● Instructions to follow
This exercise calls for every record to be returned exactly, with pictures removed.

● Entries taken from a collection

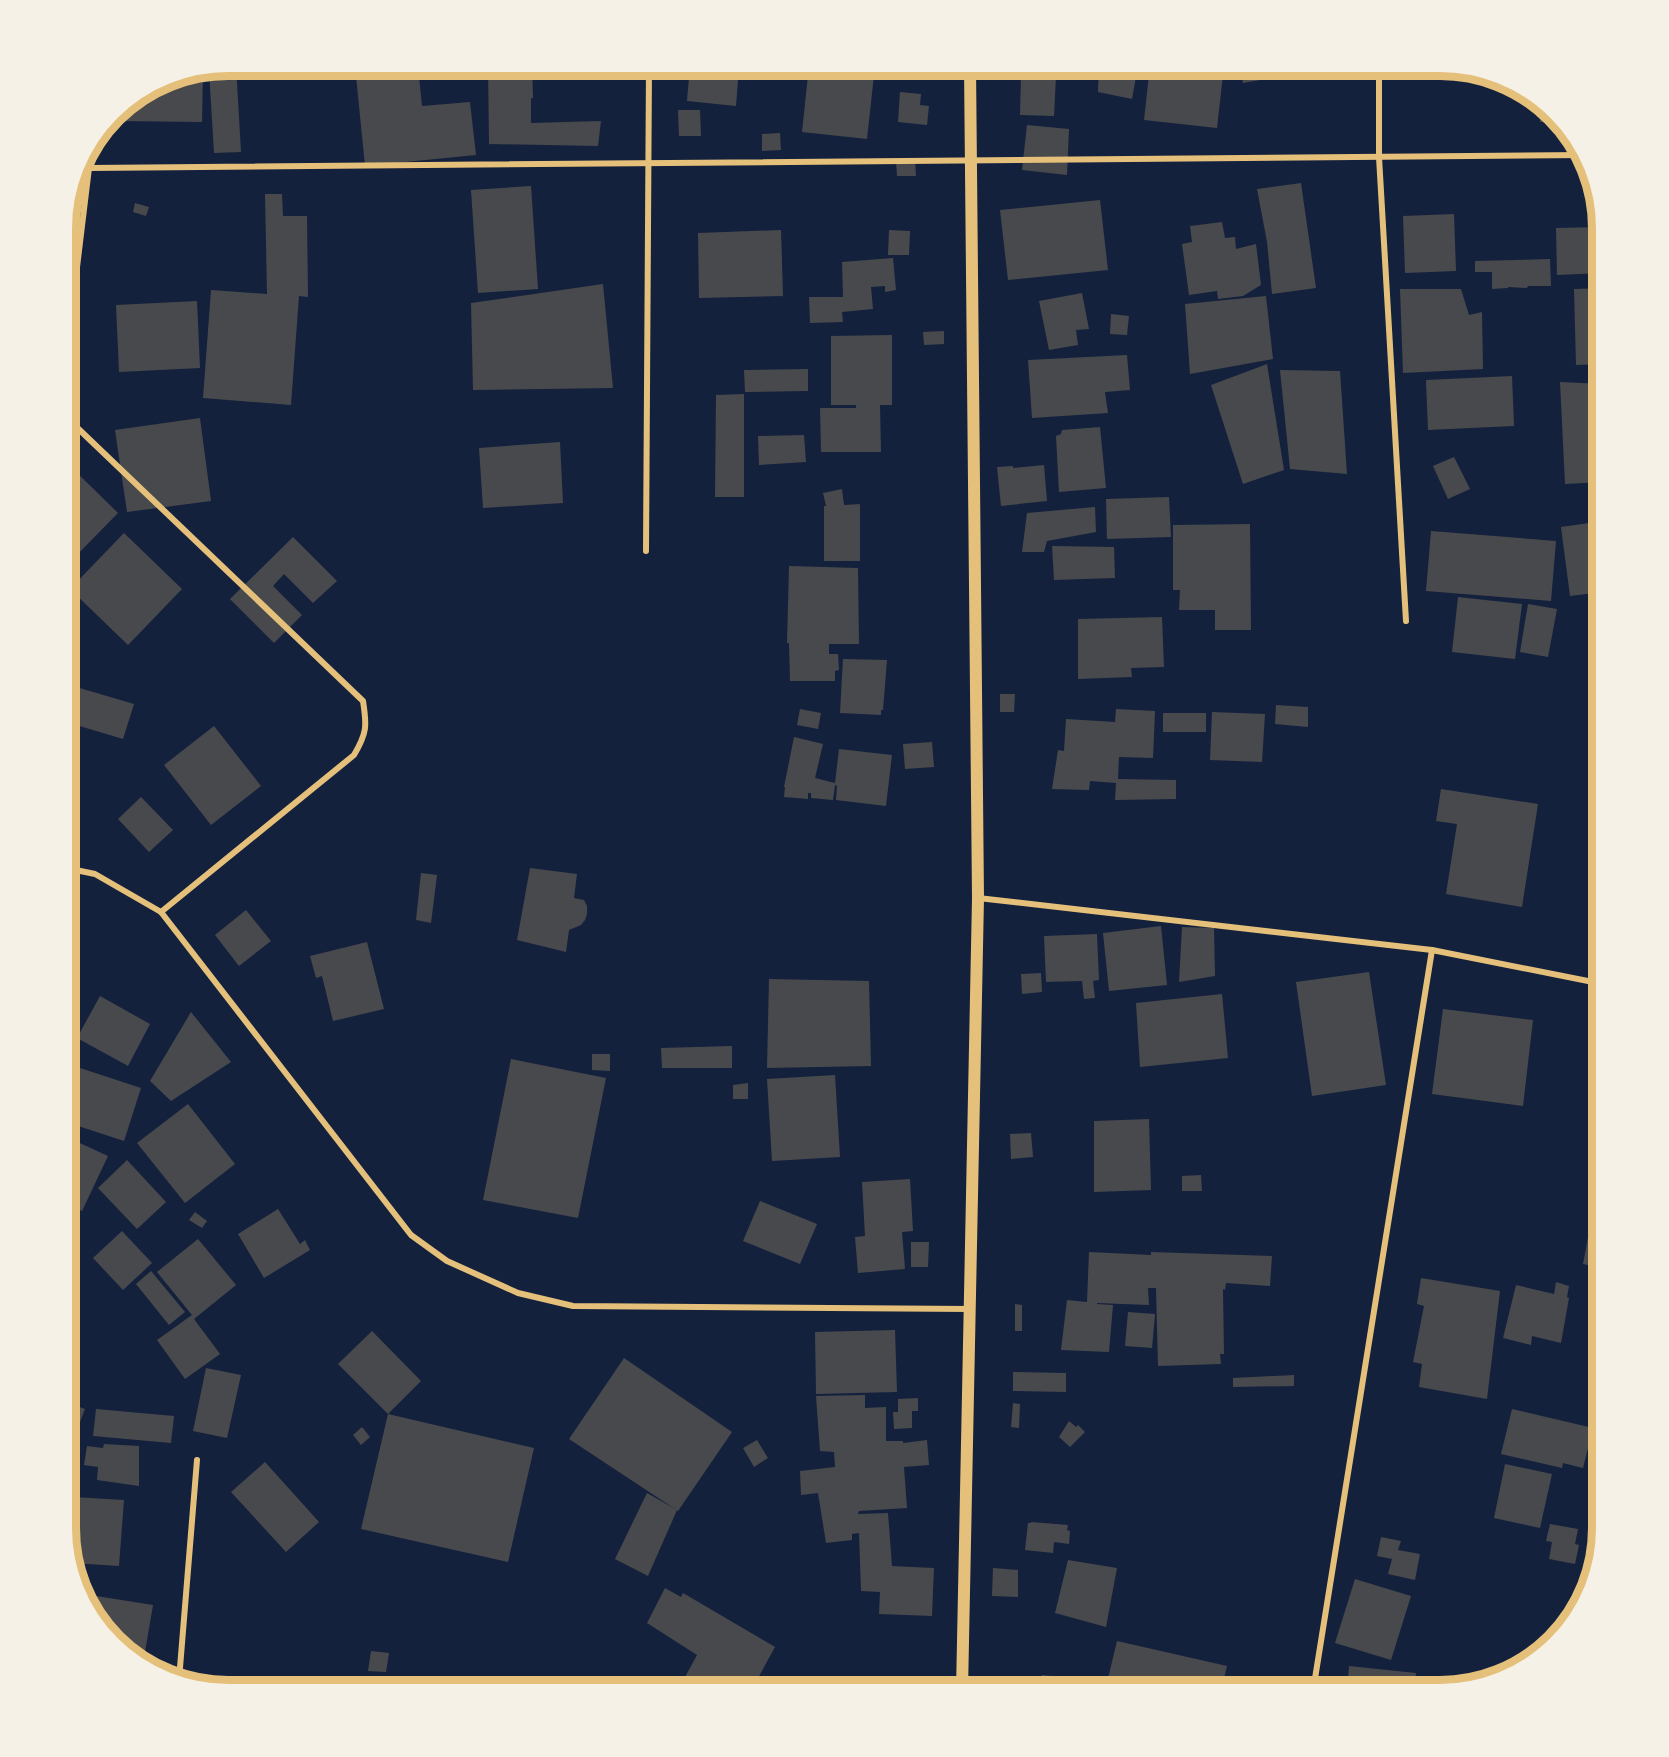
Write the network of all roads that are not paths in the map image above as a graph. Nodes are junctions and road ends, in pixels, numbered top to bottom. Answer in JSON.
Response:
{"nodes":[{"id":1,"x":649,"y":76,"type":"edge"},
{"id":2,"x":970,"y":77,"type":"edge"},
{"id":3,"x":1379,"y":77,"type":"edge"},
{"id":4,"x":1574,"y":155,"type":"edge"},
{"id":5,"x":1379,"y":157,"type":"junction"},
{"id":6,"x":970,"y":160,"type":"junction"},
{"id":7,"x":648,"y":163,"type":"junction"},
{"id":8,"x":77,"y":267,"type":"edge"},
{"id":9,"x":77,"y":427,"type":"edge"},
{"id":10,"x":646,"y":551,"type":"dead end"},
{"id":11,"x":1406,"y":621,"type":"dead end"},
{"id":12,"x":77,"y":870,"type":"edge"},
{"id":13,"x":978,"y":898,"type":"junction"},
{"id":14,"x":161,"y":912,"type":"junction"},
{"id":15,"x":1432,"y":950,"type":"junction"},
{"id":16,"x":1592,"y":982,"type":"edge"},
{"id":17,"x":969,"y":1309,"type":"junction"},
{"id":18,"x":197,"y":1460,"type":"dead end"},
{"id":19,"x":180,"y":1672,"type":"edge"},
{"id":20,"x":962,"y":1680,"type":"edge"},
{"id":21,"x":1315,"y":1680,"type":"edge"}],
"edges":[{"from":1,"to":7,"type":"street"},
{"from":2,"to":6,"type":"main road"},
{"from":3,"to":5,"type":"street"},
{"from":4,"to":5,"type":"street"},
{"from":5,"to":6,"type":"street"},
{"from":5,"to":11,"type":"street"},
{"from":6,"to":7,"type":"street"},
{"from":6,"to":13,"type":"main road"},
{"from":7,"to":8,"type":"street"},
{"from":7,"to":10,"type":"street"},
{"from":9,"to":14,"type":"street"},
{"from":12,"to":14,"type":"street"},
{"from":13,"to":15,"type":"street"},
{"from":13,"to":17,"type":"main road"},
{"from":14,"to":17,"type":"street"},
{"from":15,"to":16,"type":"street"},
{"from":15,"to":21,"type":"street"},
{"from":17,"to":20,"type":"main road"},
{"from":18,"to":19,"type":"street"}]}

● Exercise result
Write the network of all roads that are not paths in the map image above as a graph. Nodes are junctions and road ends, in pixels, numbered top to bottom. Answer in JSON.
Response:
{"nodes":[{"id":1,"x":649,"y":76,"type":"edge"},
{"id":2,"x":970,"y":77,"type":"edge"},
{"id":3,"x":1379,"y":77,"type":"edge"},
{"id":4,"x":1574,"y":155,"type":"edge"},
{"id":5,"x":1379,"y":157,"type":"junction"},
{"id":6,"x":970,"y":160,"type":"junction"},
{"id":7,"x":648,"y":163,"type":"junction"},
{"id":8,"x":77,"y":267,"type":"edge"},
{"id":9,"x":77,"y":427,"type":"edge"},
{"id":10,"x":646,"y":551,"type":"dead end"},
{"id":11,"x":1406,"y":621,"type":"dead end"},
{"id":12,"x":77,"y":870,"type":"edge"},
{"id":13,"x":978,"y":898,"type":"junction"},
{"id":14,"x":161,"y":912,"type":"junction"},
{"id":15,"x":1432,"y":950,"type":"junction"},
{"id":16,"x":1592,"y":982,"type":"edge"},
{"id":17,"x":969,"y":1309,"type":"junction"},
{"id":18,"x":197,"y":1460,"type":"dead end"},
{"id":19,"x":180,"y":1672,"type":"edge"},
{"id":20,"x":962,"y":1680,"type":"edge"},
{"id":21,"x":1315,"y":1680,"type":"edge"}],
"edges":[{"from":1,"to":7,"type":"street"},
{"from":2,"to":6,"type":"main road"},
{"from":3,"to":5,"type":"street"},
{"from":4,"to":5,"type":"street"},
{"from":5,"to":6,"type":"street"},
{"from":5,"to":11,"type":"street"},
{"from":6,"to":7,"type":"street"},
{"from":6,"to":13,"type":"main road"},
{"from":7,"to":8,"type":"street"},
{"from":7,"to":10,"type":"street"},
{"from":9,"to":14,"type":"street"},
{"from":12,"to":14,"type":"street"},
{"from":13,"to":15,"type":"street"},
{"from":13,"to":17,"type":"main road"},
{"from":14,"to":17,"type":"street"},
{"from":15,"to":16,"type":"street"},
{"from":15,"to":21,"type":"street"},
{"from":17,"to":20,"type":"main road"},
{"from":18,"to":19,"type":"street"}]}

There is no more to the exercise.